Gli iraniani ci provano ancora a fare affari sulla scia atlantista
La Libia diffidi dei paesi occidentali che vogliono sabotare la sua rivoluzione. Questo il messaggio rivolto al popolo libico dalla guida suprema iraniana, che ha aperto una conferenza di due giorni, a Teheran, sulle rivolte in Nord Africa e Medio Oriente. Movimenti che l’Ayatollah Ali Khamenei ha ribattezzato risveglio islamico, anziché primavera araba.
“Non vi fidate dell’America, della Nato e dei regimi criminali come Gran Bretagna, Francia e Italia, che in passato si spartivano le vostre terre per depredarne le ricchezze – ha detto Khamenei – Siate sospettosi e diffidate dei loro sorrisi, dietro ai quali si celano cospirazioni e tradimenti”.
La guida suprema ha invitato tunisini, libici ed egiziani a seguire i principi coranici nello scrivere i nuovi ordinamenti dei loro stati.

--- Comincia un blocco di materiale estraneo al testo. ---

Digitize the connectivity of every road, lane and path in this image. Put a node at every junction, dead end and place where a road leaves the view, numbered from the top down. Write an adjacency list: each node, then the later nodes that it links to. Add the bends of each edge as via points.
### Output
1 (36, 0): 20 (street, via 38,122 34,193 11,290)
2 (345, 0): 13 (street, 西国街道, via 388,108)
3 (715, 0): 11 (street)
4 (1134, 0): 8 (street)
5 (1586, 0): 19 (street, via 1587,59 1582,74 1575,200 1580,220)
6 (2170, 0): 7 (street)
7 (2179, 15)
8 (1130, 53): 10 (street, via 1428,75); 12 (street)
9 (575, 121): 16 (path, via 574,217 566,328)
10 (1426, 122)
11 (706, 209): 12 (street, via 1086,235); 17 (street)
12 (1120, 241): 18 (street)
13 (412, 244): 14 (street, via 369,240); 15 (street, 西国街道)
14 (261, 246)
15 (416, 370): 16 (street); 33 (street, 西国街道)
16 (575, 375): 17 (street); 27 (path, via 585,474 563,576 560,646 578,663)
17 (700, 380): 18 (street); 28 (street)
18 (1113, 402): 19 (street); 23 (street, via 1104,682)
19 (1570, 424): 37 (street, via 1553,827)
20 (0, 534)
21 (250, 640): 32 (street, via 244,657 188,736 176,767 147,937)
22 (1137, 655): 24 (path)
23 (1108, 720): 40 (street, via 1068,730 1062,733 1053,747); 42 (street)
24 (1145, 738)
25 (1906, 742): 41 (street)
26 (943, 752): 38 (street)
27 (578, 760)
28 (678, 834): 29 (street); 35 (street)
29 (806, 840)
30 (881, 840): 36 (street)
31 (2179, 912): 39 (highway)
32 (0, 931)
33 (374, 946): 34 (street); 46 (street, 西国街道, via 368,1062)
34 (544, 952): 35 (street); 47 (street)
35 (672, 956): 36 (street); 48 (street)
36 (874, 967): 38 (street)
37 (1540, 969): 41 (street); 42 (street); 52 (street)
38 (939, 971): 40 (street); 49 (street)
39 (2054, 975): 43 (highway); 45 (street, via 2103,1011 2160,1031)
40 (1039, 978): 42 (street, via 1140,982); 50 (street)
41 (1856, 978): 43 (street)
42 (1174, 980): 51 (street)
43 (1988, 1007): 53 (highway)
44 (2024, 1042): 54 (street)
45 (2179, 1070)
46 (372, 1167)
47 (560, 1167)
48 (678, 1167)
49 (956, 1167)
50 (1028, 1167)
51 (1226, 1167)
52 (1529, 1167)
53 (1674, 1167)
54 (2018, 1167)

E ha affermato che uno dei fili conduttori delle varie rivoluzioni sia la volontà di opporsi a Israele.
Ufficialmente l’Iran ha sostenuto tutte le rivolte scoppiate dall’inizio dell’anno, tranne quella in Siria, dal momento che Bashar Al Assad è considerato un alleato.
Come in Iraq così in Libia. Alleati di fatto (eccome!) dei rivali atlantici da cui si distinguono propagandisticamente ma non nell’operato destabilizzante, gli iraniani guadagnano regolarmente spazi a scapito della causa araba.
E mascherano la loro politica dietro slogan mangia-ebrei che non corrispondono alla politica svolta in buona parte dello scacchiere.
Però non hanno realizzato ancora che la nuova intesa turco-egiziana, con il relativo sostegno di Ankara agli stessi agitatori che operano in Siria, rischia di mettere Teheran in rotta di collisione con la potenza anatolica. Il che, se accadesse, scaturirebbe in un capolavoro israeliano e renderebbe Tel Aviv padrona incontrastata della regione.
Sarebbe ora che a Teheran aprissero gli occhi e la smettessero di fare politica piranha.